SANTINI FRANCESCO (BOLOGNA 1904-1976)
Si diploma nel 1926 all'Accademia di belle arti; inizia la sua attività collaborando con architetti bolognesi già affermati. Si trasferisce a Roma dove si laurea in Architettura nel 1937. Conosce Marcello Piacentini e ne di viene allievo e collaboratore. Più volte membro della Commissione edilizia del Comune di Bologna è, tra il 1955 e il 1958, presidente dell'Ordine degli architetti dell'Emilia-Romagna, nonché membro dell'Accademia Clementina.
Vincitore di numerosi concorsi nazionali, sviluppa dalla metà degli anni trenta un'intensissima attività e, grazie a una sapiente pratica del mestiere, diviene uno dei principali progettisti dello IACP di Bologna. L'Istituto, presieduto negli anni trenta da Augusto Baulina Paleotti, aveva tra i suoi consiglieri Paolo Dore (preside della facoltà d'Ingegneria) e come direttore l'ingegnere Giuseppe Lenzi per il quale Santini  seguirà numerosi progetti senza figurare quale vero autore degli stessi.
Nel 1934 lo IACP aveva bandito un concorso nazionale per «fabbricati ed alloggi destinati a famiglie  numerose» (le Popolarissime), aggiudicato al gruppo milanese di Franco Albini, Renato Camus e Giancarlo Palanti che propongono nei loro progetti le soluzioni dell'«existenz-minimum». Le soluzioni tipologiche individuate dal gruppo milanese non furono applicate come tali, perché l'Istituto bolognese le trovò inadeguate e incaricò il giovane Santini di rivederne i progetti.
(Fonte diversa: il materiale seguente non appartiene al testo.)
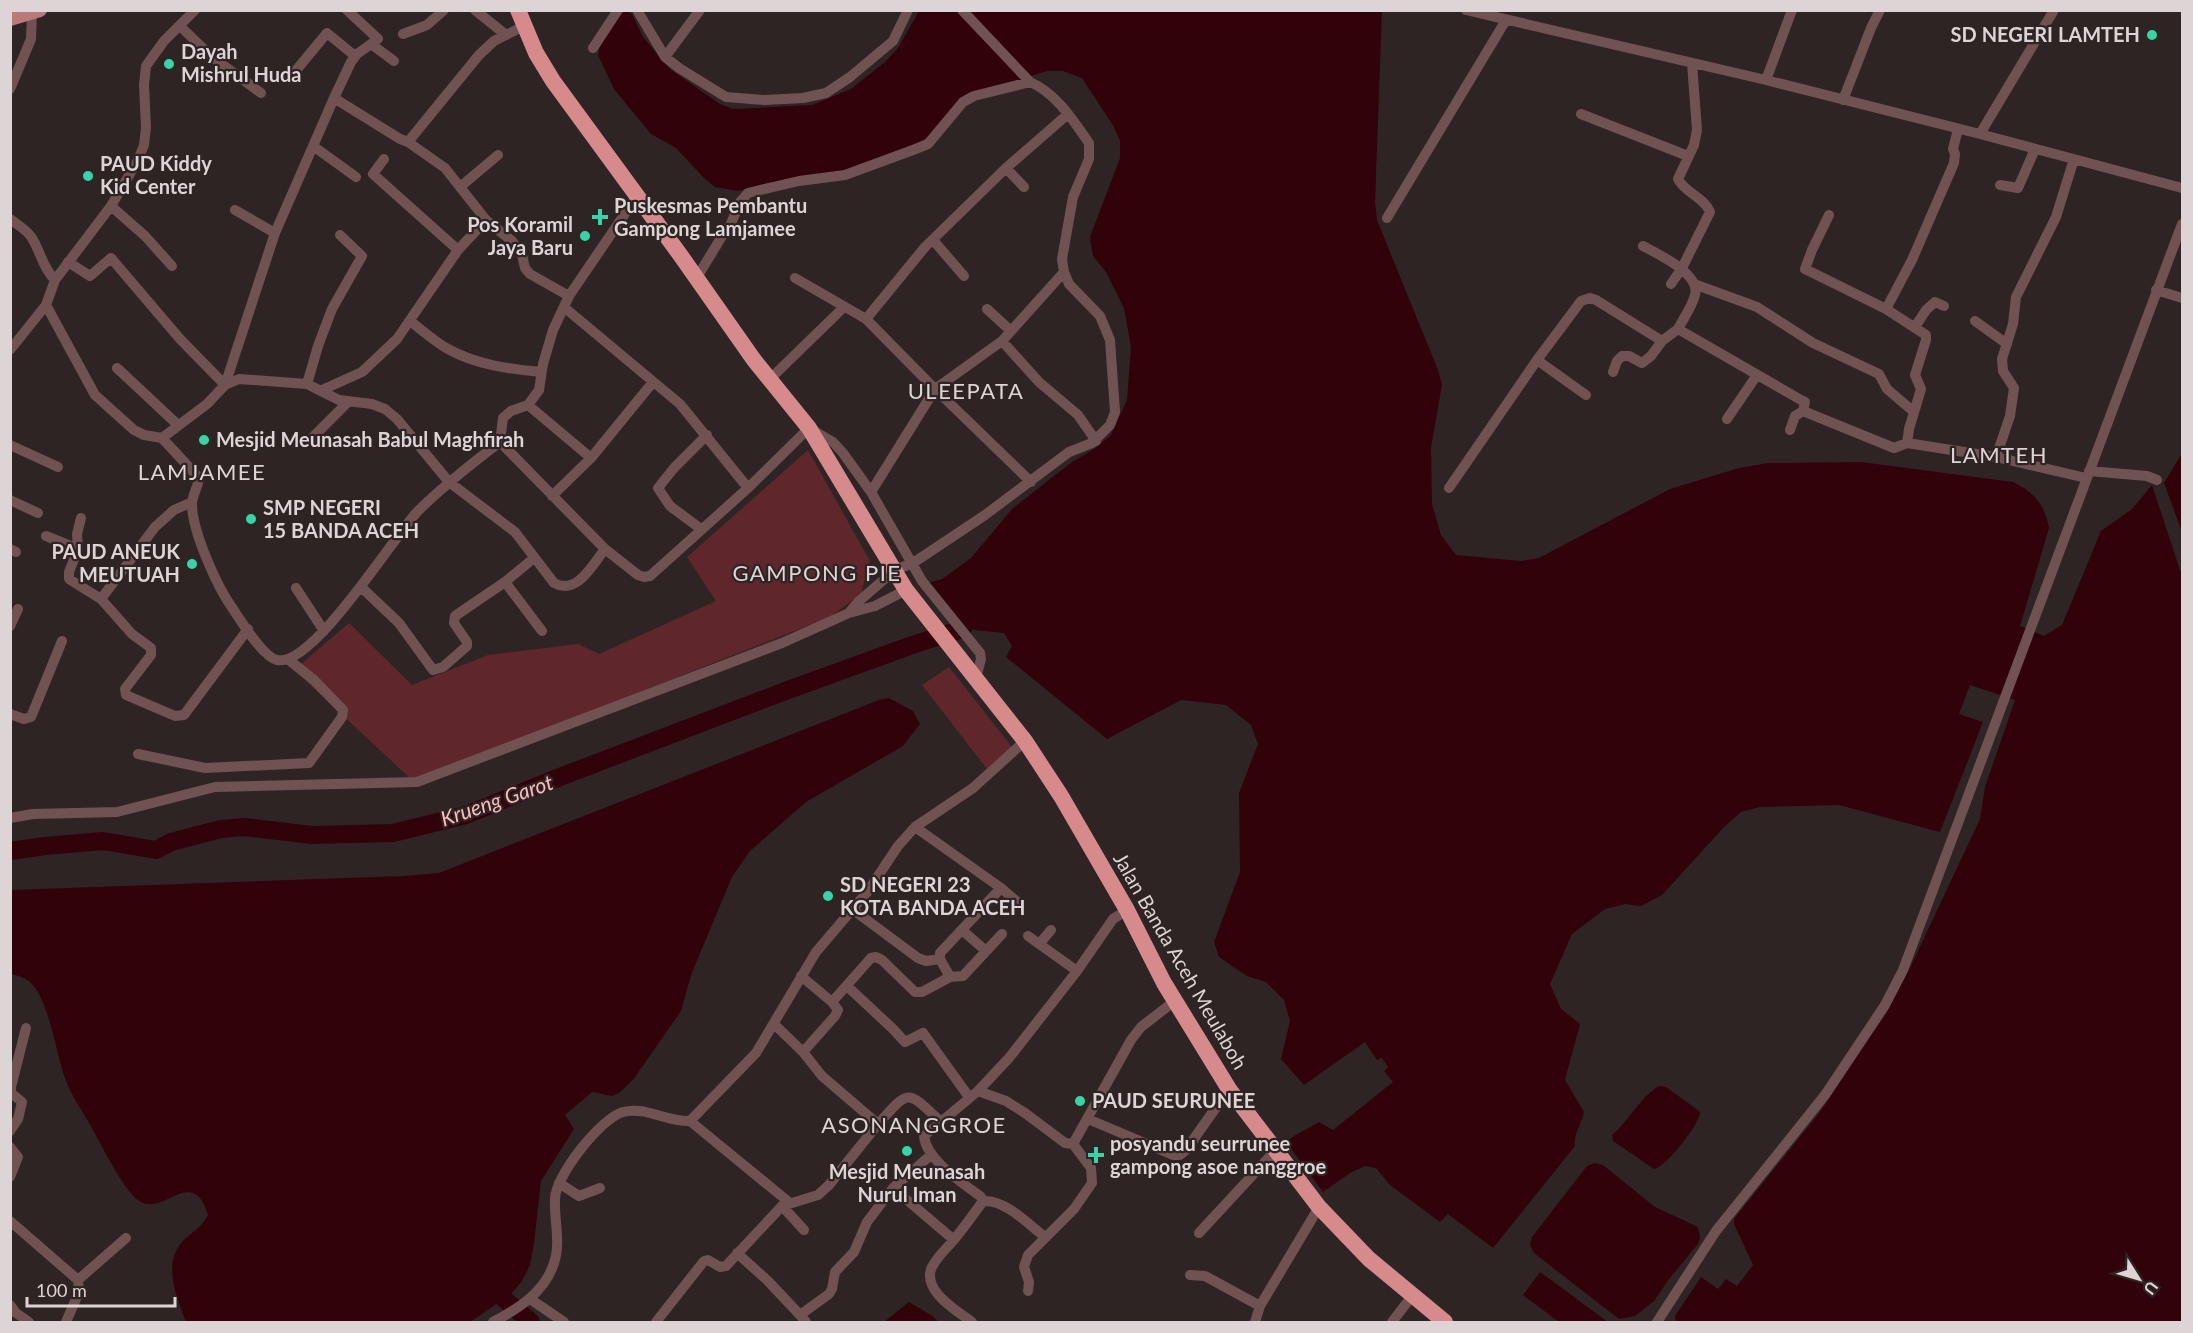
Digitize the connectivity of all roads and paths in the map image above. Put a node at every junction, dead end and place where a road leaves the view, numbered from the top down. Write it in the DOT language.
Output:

Attento alle norme dell'ingegneria sanitaria (orientamento, soleggiamento, ventilazione, rapporto altezza blocchi, larghezza della strada ecc.) Santini adotta i progetti originali delle Siedlung: blocchi accostati in file parallele perfettamente orientati, separati tra loro da giardini passanti che accolgono gli spazi-gioco per bambini, l'asilo nido, i locali del «gruppo rionale fascista».
I progetti di Santini, che passarono da varie mostre nazionali a quelle di Vienna e Ginevra del 1935, ottennero grandi consensi. A questo primo progetto seguì l'incarico per il villaggio della Rivoluzione alla pineta Zangheri, La realizzazione di una «città giardino» in una zona all'epoca lontana dalla città e priva di servizi, sollevò non poche perplessità tra i futuri assegnatari. Santini s'ispirò ai progetti del Weissenhof di Stoccarda (1928), seguendo gli esempi dei massimi esponenti dell'architettura moderna (Le Corbusier, Bruno Taut, Peter Behrens, Ludwig Mies van der Rohe, Hans Scharoun).
L'operazione avvenne nel totale rispetto della natura e senza riferimento a un centro preciso. L'idea, nuova nei contenuti e nei caratteri esecutivi, mirava soprattutto a elaborare gli standard tedeschi e a valorizzare il contesto paesaggistico. Si trattava in sostanza di un complesso «novecento» mai sperimentato fino a quel momento a Bologna a tale scala.
I lavori iniziarono il 19 agosto 1937 e terminarono il 28 ottobre dell'anno successivo.
L'insediamento è composto da 16 fabbricati con 78 appartamenti, 11 villette binate, 3 fabbricati medi a 8 appartamenti, 2 fabbricati più grandi con doppie scale e 16 appartamenti.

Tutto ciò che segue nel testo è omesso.